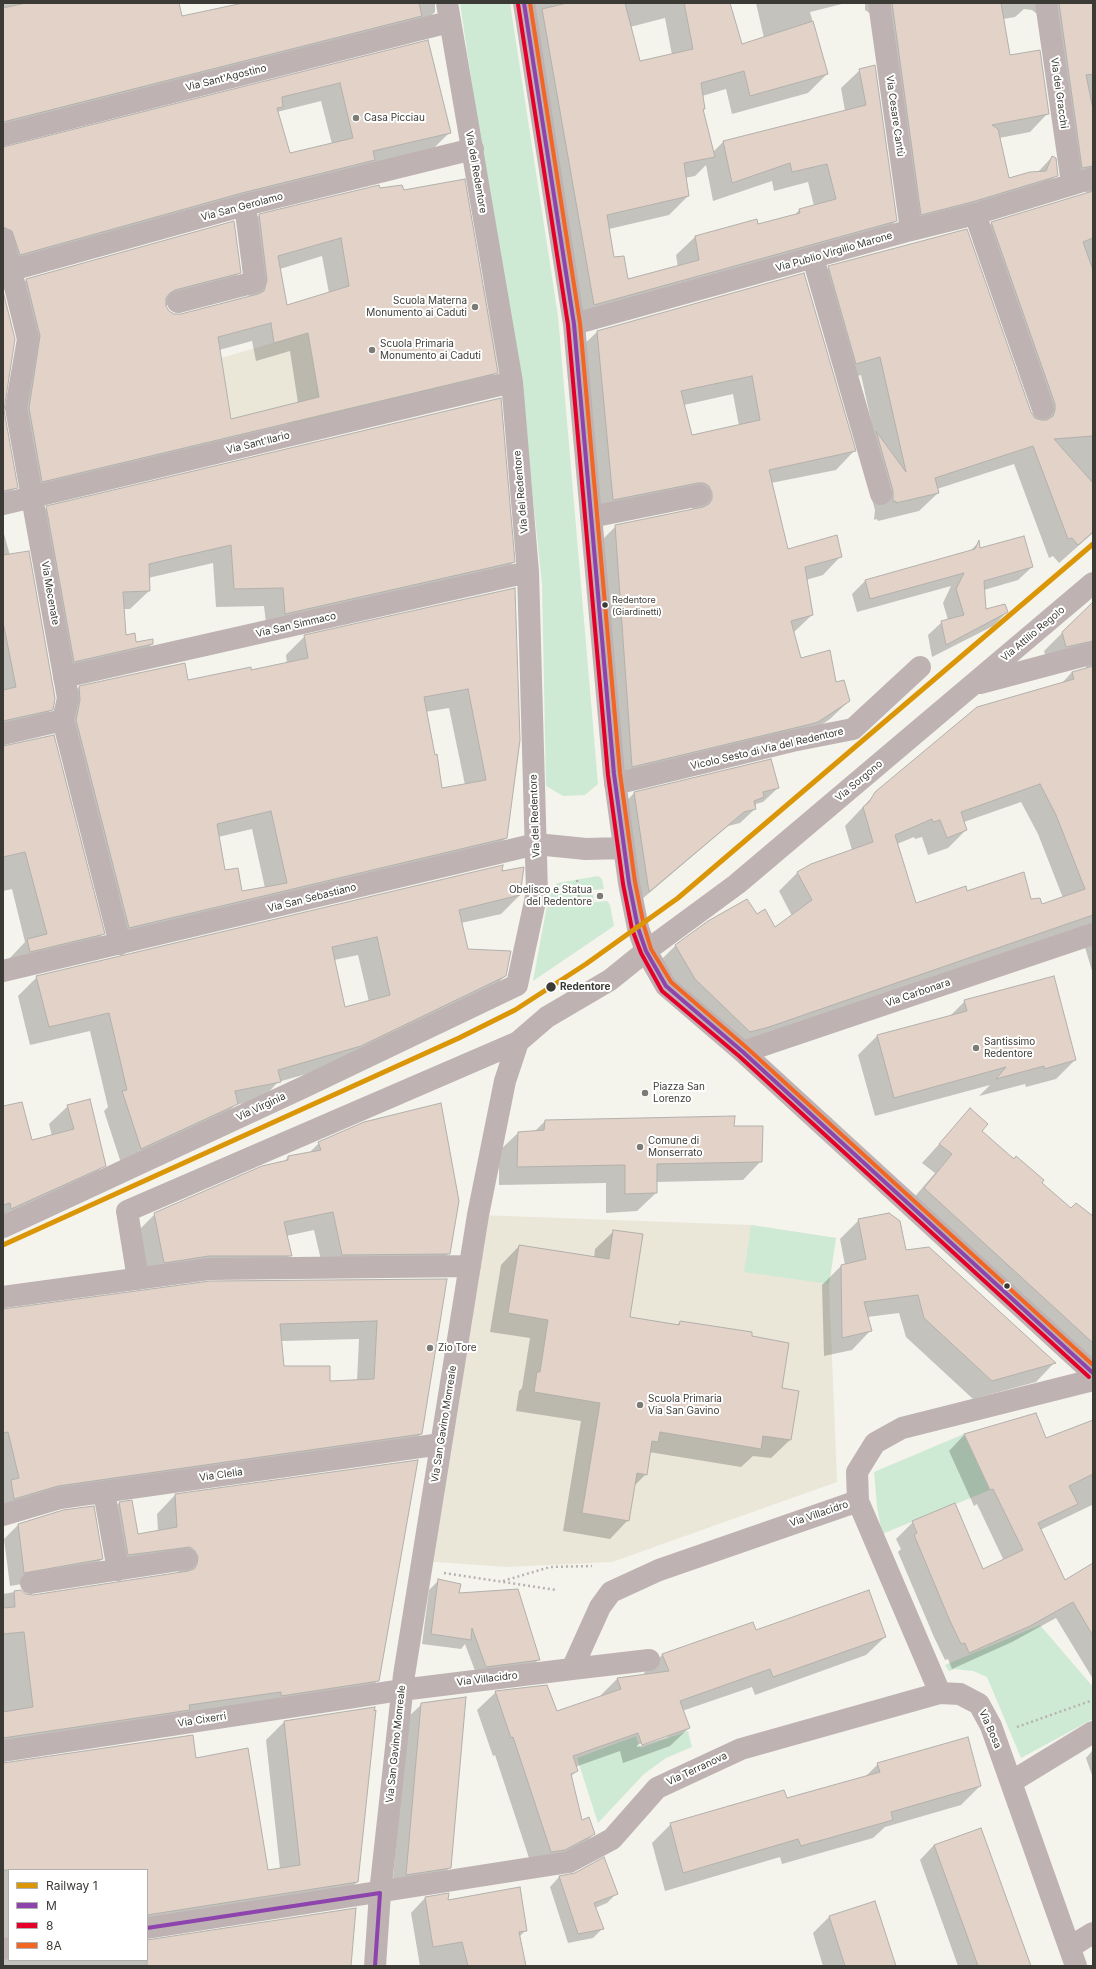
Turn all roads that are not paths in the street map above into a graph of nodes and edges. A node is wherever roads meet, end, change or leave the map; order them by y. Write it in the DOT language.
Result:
graph roads {
  1 [pos="879,3"];
  2 [pos="1046,3"];
  3 [pos="530,4"];
  4 [pos="448,13"];
  5 [pos="3,135"];
  6 [pos="472,149"];
  7 [pos="1093,178"];
  8 [pos="1072,183"];
  9 [pos="245,205"];
  10 [pos="975,214"];
  11 [pos="911,230"];
  12 [pos="3,238"];
  13 [pos="814,258"];
  14 [pos="12,270"];
  15 [pos="178,302"];
  16 [pos="574,324"];
  17 [pos="512,382"];
  18 [pos="1043,408"];
  19 [pos="881,494"];
  20 [pos="700,495"];
  21 [pos="34,497"];
  22 [pos="3,504"];
  23 [pos="591,517"];
  24 [pos="528,572"];
  25 [pos="1093,583"];
  26 [pos="1093,653"];
  27 [pos="920,667"];
  28 [pos="64,677"];
  29 [pos="973,685"];
  30 [pos="63,720"];
  31 [pos="3,734"];
  32 [pos="615,784"];
  33 [pos="536,844"];
  34 [pos="624,848"];
  35 [pos="1093,934"];
  36 [pos="120,944"];
  37 [pos="646,951"];
  38 [pos="3,971"];
  39 [pos="517,985"];
  40 [pos="518,1042"];
  41 [pos="743,1052"];
  42 [pos="3,1227"];
  43 [pos="470,1266"];
  44 [pos="138,1279"];
  45 [pos="3,1297"];
  46 [pos="1093,1373"];
  47 [pos="1093,1380"];
  48 [pos="441,1444"];
  49 [pos="104,1492"];
  50 [pos="858,1501"];
  51 [pos="3,1515"];
  52 [pos="186,1560"];
  53 [pos="118,1570"];
  54 [pos="30,1583"];
  55 [pos="649,1660"];
  56 [pos="572,1669"];
  57 [pos="401,1690"];
  58 [pos="940,1693"];
  59 [pos="1093,1732"];
  60 [pos="3,1751"];
  61 [pos="1011,1782"];
  62 [pos="380,1893"];
  63 [pos="148,1928"];
  64 [pos="1093,1933"];
  65 [pos="1073,1957"];
  66 [pos="375,1966"];
  1 -- 11 [label="street, Via Cesare Cantù"];
  2 -- 8 [label="street, Via dei Gracchi"];
  3 -- 16 [label="street"];
  4 -- 5 [label="street, Via Sant'Agostino"];
  4 -- 6 [label="street, Via del Redentore"];
  6 -- 9 [label="street, Via San Gerolamo"];
  6 -- 17 [label="street, Via del Redentore"];
  7 -- 8 [label="street, Via Publio Virgilio Marone"];
  8 -- 10 [label="street, Via Publio Virgilio Marone"];
  9 -- 14 [label="street, Via San Gerolamo"];
  9 -- 15 [label="street"];
  10 -- 11 [label="street, Via Publio Virgilio Marone"];
  10 -- 18 [label="street"];
  11 -- 13 [label="street, Via Publio Virgilio Marone"];
  12 -- 14 [label="street, Via Mecenate"];
  13 -- 16 [label="street, Via Publio Virgilio Marone"];
  13 -- 19 [label="street"];
  14 -- 21 [label="street, Via Mecenate"];
  16 -- 23 [label="street"];
  17 -- 21 [label="street, Via Sant'Ilario"];
  17 -- 24 [label="street, Via del Redentore"];
  20 -- 23 [label="street"];
  21 -- 22 [label="street, Via Sant'Ilario"];
  21 -- 28 [label="street, Via Mecenate"];
  23 -- 32 [label="street"];
  24 -- 28 [label="street, Via San Simmaco"];
  24 -- 33 [label="street, Via del Redentore"];
  25 -- 29 [label="street, Via Attilio Regolo"];
  26 -- 29 [label="street, Via Sorgono"];
  27 -- 32 [label="street, Vicolo Sesto di Via del Redentore"];
  28 -- 30 [label="street, Via Mecenate"];
  29 -- 37 [label="street, Via Sorgono"];
  30 -- 31 [label="street"];
  30 -- 36 [label="street, Via Mecenate"];
  32 -- 34 [label="street"];
  33 -- 34 [label="street, Via San Sebastiano"];
  33 -- 36 [label="street, Via San Sebastiano"];
  33 -- 39 [label="street, Via del Redentore"];
  34 -- 37 [label="street"];
  35 -- 41 [label="street, Via Carbonara"];
  36 -- 38 [label="street, Via San Sebastiano"];
  37 -- 40 [label="street"];
  37 -- 41 [label="street"];
  39 -- 42 [label="street, Via Virginia"];
  40 -- 43 [label="street, Via San Gavino Monreale"];
  40 -- 44 [label="street"];
  41 -- 46 [label="street"];
  43 -- 44 [label="street"];
  43 -- 48 [label="street, Via San Gavino Monreale"];
  44 -- 45 [label="street"];
  47 -- 50 [label="street, Via Villacidro"];
  48 -- 49 [label="street, Via Clelia"];
  48 -- 57 [label="street, Via San Gavino Monreale"];
  49 -- 51 [label="street, Via Clelia"];
  49 -- 53 [label="street"];
  50 -- 56 [label="street, Via Villacidro"];
  50 -- 58 [label="street"];
  52 -- 53 [label="street"];
  53 -- 54 [label="street"];
  55 -- 56 [label="street, Via Villacidro"];
  56 -- 57 [label="street, Via Villacidro"];
  57 -- 60 [label="street, Via Cixerri"];
  57 -- 62 [label="street, Via San Gavino Monreale"];
  58 -- 61 [label="street, Via Bosa"];
  58 -- 62 [label="street, Via Terranova"];
  59 -- 61 [label="street"];
  61 -- 65 [label="street, Via Bosa"];
  62 -- 63 [label="street, Via Terranova"];
  62 -- 66 [label="street, Via San Gavino Monreale"];
  64 -- 65 [label="street"];
}
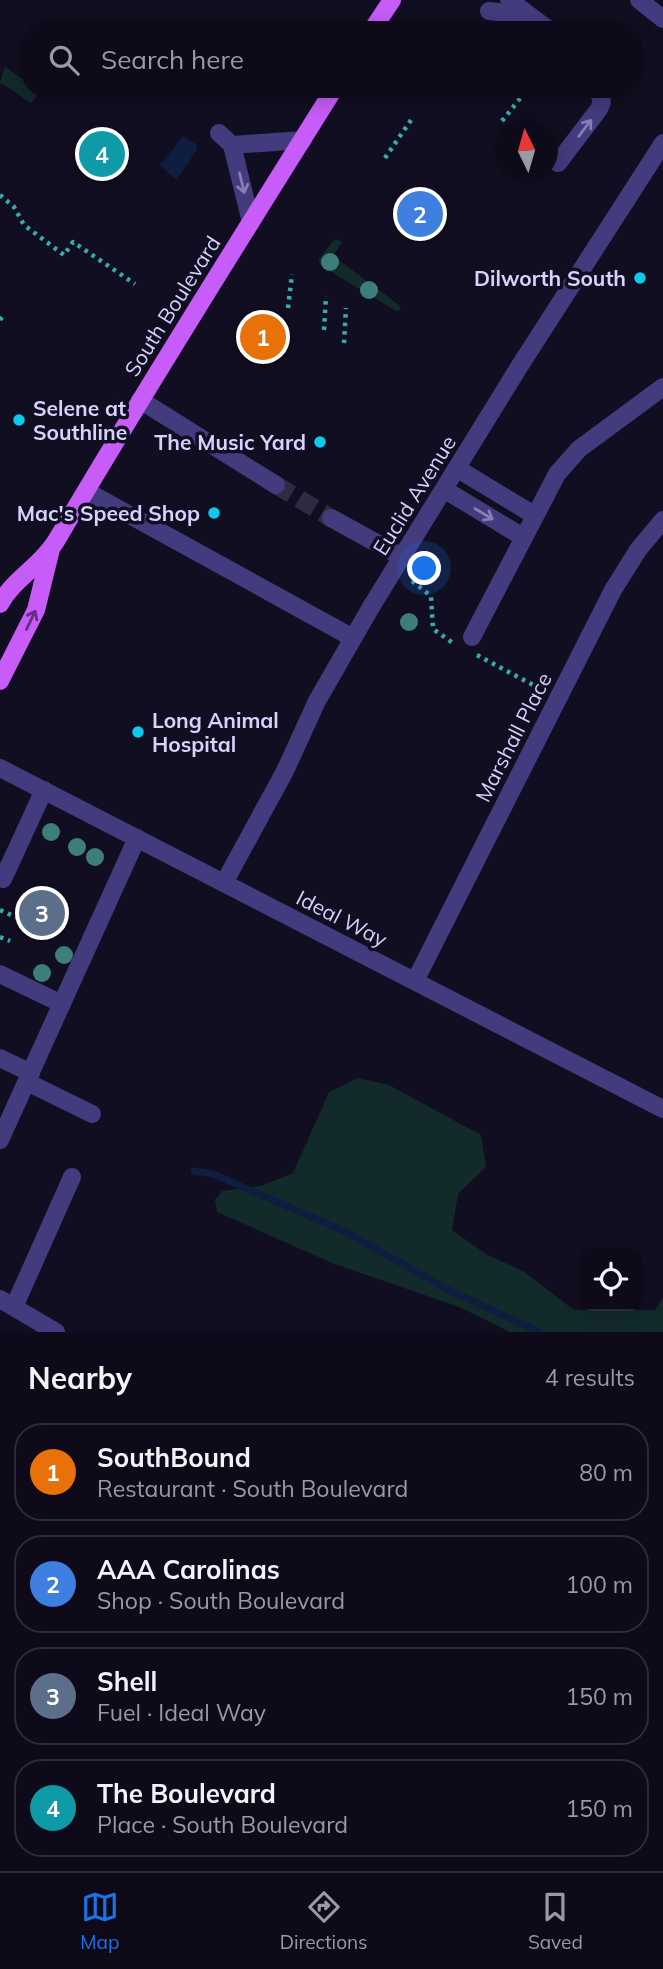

- **Task requirements**:
Select every line in the material above where the string "roads" occurs, and copy it.

- **Completed task**:
Turn all roads that are not paths in the street map above into a graph of nodes and edges. A node is wherever roads meet, end, change or leave the map; order them by y. Write it in the DOT language.
graph roads {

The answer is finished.